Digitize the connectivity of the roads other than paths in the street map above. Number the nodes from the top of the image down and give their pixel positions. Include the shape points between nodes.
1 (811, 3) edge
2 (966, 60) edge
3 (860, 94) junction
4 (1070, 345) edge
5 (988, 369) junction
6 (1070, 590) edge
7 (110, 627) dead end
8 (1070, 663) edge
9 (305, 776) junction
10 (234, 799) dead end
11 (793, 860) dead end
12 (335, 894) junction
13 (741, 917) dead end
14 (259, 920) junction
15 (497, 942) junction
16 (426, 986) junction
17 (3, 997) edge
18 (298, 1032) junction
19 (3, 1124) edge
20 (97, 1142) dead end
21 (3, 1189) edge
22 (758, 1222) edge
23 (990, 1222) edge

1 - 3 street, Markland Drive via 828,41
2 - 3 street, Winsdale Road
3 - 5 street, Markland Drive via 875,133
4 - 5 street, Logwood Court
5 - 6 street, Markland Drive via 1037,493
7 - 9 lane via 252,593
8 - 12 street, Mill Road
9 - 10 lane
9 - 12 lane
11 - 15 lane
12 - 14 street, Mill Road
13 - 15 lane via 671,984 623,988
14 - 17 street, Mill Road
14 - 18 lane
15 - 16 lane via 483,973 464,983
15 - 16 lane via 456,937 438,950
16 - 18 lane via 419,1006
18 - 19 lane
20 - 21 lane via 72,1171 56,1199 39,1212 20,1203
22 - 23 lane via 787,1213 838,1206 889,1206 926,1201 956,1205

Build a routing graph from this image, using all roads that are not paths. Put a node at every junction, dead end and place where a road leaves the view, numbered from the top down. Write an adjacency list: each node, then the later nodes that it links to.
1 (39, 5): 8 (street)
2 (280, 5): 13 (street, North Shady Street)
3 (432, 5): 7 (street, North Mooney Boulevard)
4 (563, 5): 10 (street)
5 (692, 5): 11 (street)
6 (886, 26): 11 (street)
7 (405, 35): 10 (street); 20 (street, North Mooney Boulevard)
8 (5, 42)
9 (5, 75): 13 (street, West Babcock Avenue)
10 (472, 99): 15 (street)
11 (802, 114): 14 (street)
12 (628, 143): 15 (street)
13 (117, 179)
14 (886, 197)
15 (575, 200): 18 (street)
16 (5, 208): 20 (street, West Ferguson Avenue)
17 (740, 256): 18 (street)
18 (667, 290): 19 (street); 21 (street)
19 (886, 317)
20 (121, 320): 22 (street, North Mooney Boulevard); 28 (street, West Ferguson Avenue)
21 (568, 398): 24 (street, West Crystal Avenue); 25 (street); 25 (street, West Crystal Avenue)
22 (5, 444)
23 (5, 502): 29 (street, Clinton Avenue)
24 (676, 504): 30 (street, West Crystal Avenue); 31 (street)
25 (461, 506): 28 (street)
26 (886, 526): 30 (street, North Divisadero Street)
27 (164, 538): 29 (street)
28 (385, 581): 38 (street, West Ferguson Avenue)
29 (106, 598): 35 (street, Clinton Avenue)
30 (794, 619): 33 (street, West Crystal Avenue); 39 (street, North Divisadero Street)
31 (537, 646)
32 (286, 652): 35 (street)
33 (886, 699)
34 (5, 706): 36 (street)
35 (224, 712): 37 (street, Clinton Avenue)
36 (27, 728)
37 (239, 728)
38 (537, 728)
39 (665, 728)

..........

- [Exercise requirements]
Everything in the listing must be reproduced exactly; please include every line.

- [Task output]
Digitize the connectivity of the roads other than paths in the street map above. Number the nodes from the top of the image down and give their pixel positions. Include the shape points between nodes.
1 (811, 3) edge
2 (966, 60) edge
3 (860, 94) junction
4 (1070, 345) edge
5 (988, 369) junction
6 (1070, 590) edge
7 (110, 627) dead end
8 (1070, 663) edge
9 (305, 776) junction
10 (234, 799) dead end
11 (793, 860) dead end
12 (335, 894) junction
13 (741, 917) dead end
14 (259, 920) junction
15 (497, 942) junction
16 (426, 986) junction
17 (3, 997) edge
18 (298, 1032) junction
19 (3, 1124) edge
20 (97, 1142) dead end
21 (3, 1189) edge
22 (758, 1222) edge
23 (990, 1222) edge

1 - 3 street, Markland Drive via 828,41
2 - 3 street, Winsdale Road
3 - 5 street, Markland Drive via 875,133
4 - 5 street, Logwood Court
5 - 6 street, Markland Drive via 1037,493
7 - 9 lane via 252,593
8 - 12 street, Mill Road
9 - 10 lane
9 - 12 lane
11 - 15 lane
12 - 14 street, Mill Road
13 - 15 lane via 671,984 623,988
14 - 17 street, Mill Road
14 - 18 lane
15 - 16 lane via 483,973 464,983
15 - 16 lane via 456,937 438,950
16 - 18 lane via 419,1006
18 - 19 lane
20 - 21 lane via 72,1171 56,1199 39,1212 20,1203
22 - 23 lane via 787,1213 838,1206 889,1206 926,1201 956,1205

Build a routing graph from this image, using all roads that are not paths. Put a node at every junction, dead end and place where a road leaves the view, numbered from the top down. Write an adjacency list: each node, then the later nodes that it links to.
1 (39, 5): 8 (street)
2 (280, 5): 13 (street, North Shady Street)
3 (432, 5): 7 (street, North Mooney Boulevard)
4 (563, 5): 10 (street)
5 (692, 5): 11 (street)
6 (886, 26): 11 (street)
7 (405, 35): 10 (street); 20 (street, North Mooney Boulevard)
8 (5, 42)
9 (5, 75): 13 (street, West Babcock Avenue)
10 (472, 99): 15 (street)
11 (802, 114): 14 (street)
12 (628, 143): 15 (street)
13 (117, 179)
14 (886, 197)
15 (575, 200): 18 (street)
16 (5, 208): 20 (street, West Ferguson Avenue)
17 (740, 256): 18 (street)
18 (667, 290): 19 (street); 21 (street)
19 (886, 317)
20 (121, 320): 22 (street, North Mooney Boulevard); 28 (street, West Ferguson Avenue)
21 (568, 398): 24 (street, West Crystal Avenue); 25 (street); 25 (street, West Crystal Avenue)
22 (5, 444)
23 (5, 502): 29 (street, Clinton Avenue)
24 (676, 504): 30 (street, West Crystal Avenue); 31 (street)
25 (461, 506): 28 (street)
26 (886, 526): 30 (street, North Divisadero Street)
27 (164, 538): 29 (street)
28 (385, 581): 38 (street, West Ferguson Avenue)
29 (106, 598): 35 (street, Clinton Avenue)
30 (794, 619): 33 (street, West Crystal Avenue); 39 (street, North Divisadero Street)
31 (537, 646)
32 (286, 652): 35 (street)
33 (886, 699)
34 (5, 706): 36 (street)
35 (224, 712): 37 (street, Clinton Avenue)
36 (27, 728)
37 (239, 728)
38 (537, 728)
39 (665, 728)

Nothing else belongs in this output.